=== THE INPUT ===

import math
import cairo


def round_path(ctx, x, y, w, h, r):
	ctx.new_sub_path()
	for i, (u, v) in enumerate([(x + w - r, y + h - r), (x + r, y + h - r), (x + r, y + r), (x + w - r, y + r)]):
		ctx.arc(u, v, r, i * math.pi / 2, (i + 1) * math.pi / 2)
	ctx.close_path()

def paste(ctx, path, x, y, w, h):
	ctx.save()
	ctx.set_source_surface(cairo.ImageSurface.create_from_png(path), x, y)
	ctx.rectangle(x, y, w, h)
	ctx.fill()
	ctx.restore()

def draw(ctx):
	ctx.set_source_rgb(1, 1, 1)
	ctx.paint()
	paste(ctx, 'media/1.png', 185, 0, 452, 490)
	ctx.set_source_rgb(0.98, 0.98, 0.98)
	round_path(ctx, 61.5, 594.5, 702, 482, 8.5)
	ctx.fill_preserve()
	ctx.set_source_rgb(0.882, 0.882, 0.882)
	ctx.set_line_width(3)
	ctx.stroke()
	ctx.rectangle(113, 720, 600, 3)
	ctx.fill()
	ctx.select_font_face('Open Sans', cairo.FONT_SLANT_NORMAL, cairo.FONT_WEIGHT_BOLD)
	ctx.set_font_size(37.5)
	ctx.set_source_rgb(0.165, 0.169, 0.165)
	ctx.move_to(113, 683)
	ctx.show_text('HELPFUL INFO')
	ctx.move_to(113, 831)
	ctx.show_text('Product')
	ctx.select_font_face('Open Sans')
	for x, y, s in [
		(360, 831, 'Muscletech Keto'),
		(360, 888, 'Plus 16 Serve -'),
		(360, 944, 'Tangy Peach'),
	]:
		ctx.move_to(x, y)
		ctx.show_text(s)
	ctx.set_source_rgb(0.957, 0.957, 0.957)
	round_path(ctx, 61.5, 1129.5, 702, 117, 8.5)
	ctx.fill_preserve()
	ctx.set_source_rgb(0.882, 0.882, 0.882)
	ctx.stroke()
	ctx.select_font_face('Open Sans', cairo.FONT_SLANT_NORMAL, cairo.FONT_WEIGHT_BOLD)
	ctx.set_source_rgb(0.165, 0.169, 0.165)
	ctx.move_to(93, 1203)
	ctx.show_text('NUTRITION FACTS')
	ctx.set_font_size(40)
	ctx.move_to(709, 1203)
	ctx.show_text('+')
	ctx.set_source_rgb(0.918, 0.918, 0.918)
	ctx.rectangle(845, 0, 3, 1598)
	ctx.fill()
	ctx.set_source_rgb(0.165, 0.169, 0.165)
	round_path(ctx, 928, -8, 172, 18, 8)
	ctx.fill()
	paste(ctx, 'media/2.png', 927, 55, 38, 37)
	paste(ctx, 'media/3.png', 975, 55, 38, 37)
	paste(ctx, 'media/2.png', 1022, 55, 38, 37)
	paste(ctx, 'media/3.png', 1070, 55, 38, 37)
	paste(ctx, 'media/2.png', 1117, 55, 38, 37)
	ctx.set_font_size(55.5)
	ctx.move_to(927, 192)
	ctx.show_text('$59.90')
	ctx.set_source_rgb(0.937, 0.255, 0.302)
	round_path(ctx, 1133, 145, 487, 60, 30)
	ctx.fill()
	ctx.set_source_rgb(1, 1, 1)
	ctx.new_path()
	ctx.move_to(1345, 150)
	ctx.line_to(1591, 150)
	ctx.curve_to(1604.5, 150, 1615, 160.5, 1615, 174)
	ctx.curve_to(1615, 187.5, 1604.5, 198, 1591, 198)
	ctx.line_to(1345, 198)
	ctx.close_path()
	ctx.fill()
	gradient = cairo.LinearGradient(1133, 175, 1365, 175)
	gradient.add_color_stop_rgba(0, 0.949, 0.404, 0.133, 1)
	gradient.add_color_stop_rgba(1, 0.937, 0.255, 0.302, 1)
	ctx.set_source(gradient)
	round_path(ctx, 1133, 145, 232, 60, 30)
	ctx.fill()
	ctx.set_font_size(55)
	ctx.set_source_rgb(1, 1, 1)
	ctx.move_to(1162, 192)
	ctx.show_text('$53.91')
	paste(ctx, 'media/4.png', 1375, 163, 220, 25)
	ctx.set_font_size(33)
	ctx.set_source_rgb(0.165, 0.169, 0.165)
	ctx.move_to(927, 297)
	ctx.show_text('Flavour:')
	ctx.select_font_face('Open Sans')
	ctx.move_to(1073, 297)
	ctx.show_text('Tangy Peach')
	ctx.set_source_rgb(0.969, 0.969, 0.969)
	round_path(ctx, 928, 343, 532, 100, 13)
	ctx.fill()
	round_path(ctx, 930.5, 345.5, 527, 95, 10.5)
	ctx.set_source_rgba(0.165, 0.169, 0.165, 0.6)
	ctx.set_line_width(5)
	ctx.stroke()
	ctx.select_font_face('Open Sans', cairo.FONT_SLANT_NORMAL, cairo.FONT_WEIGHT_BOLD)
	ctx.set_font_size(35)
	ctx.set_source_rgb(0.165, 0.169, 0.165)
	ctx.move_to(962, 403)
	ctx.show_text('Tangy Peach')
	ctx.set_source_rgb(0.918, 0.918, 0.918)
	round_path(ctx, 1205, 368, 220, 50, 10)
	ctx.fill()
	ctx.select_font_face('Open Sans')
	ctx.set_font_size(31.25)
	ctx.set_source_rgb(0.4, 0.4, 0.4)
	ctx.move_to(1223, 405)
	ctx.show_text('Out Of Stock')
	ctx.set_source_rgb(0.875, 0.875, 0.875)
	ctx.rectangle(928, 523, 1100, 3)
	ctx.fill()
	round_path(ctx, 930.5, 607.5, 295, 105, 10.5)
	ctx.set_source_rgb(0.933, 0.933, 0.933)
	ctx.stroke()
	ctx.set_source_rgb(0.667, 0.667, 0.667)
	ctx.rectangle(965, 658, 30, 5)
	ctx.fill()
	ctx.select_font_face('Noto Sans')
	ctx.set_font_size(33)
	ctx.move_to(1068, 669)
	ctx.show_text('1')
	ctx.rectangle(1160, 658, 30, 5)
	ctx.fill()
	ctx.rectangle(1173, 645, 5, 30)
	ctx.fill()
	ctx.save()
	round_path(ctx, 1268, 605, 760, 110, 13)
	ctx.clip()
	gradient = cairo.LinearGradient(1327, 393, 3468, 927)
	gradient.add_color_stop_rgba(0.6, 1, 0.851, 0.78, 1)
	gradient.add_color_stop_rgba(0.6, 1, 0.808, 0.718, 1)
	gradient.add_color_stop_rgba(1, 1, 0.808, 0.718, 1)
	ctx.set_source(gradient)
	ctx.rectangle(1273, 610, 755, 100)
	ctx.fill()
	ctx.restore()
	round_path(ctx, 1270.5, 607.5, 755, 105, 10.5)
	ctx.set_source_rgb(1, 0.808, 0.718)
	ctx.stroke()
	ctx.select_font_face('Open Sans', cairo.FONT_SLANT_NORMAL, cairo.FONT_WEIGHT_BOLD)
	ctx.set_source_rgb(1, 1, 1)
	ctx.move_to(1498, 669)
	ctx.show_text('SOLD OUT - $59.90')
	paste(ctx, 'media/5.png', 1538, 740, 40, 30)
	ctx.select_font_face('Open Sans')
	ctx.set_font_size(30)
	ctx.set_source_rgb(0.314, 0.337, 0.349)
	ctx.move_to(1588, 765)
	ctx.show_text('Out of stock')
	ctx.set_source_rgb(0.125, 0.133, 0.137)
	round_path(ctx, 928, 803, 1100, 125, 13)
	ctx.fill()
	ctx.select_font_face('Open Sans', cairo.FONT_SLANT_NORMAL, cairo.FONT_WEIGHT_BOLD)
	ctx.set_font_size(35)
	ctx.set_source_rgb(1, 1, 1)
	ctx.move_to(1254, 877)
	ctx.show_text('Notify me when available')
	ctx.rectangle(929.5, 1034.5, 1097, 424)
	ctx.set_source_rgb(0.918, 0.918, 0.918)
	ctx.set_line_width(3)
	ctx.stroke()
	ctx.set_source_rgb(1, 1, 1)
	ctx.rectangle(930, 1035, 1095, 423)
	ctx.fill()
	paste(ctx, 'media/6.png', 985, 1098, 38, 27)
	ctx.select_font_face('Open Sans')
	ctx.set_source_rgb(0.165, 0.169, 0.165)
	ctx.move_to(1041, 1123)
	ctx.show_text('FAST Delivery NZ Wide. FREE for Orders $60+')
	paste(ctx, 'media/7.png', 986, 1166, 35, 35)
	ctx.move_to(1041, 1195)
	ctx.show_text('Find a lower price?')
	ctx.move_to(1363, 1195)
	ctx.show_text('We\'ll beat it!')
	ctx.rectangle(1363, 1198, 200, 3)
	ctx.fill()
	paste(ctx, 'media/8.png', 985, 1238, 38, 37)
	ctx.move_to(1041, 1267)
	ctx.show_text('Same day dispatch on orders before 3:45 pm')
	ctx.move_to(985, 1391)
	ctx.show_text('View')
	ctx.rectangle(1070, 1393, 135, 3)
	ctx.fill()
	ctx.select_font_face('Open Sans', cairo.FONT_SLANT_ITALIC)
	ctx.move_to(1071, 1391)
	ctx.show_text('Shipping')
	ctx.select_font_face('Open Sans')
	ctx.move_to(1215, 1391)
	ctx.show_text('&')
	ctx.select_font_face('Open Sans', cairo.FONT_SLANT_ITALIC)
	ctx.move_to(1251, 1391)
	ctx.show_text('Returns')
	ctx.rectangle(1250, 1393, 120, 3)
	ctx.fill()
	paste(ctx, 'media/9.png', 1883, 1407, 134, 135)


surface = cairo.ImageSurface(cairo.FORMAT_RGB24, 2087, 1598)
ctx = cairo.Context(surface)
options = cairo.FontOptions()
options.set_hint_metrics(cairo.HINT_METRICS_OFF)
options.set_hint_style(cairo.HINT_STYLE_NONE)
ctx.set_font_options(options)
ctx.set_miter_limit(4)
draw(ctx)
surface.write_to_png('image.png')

=== TASK TO CARRY OUT ===
How many lines of the listing hold the string "media"? Give the number alone.

=== COMPLETED TASK ===
12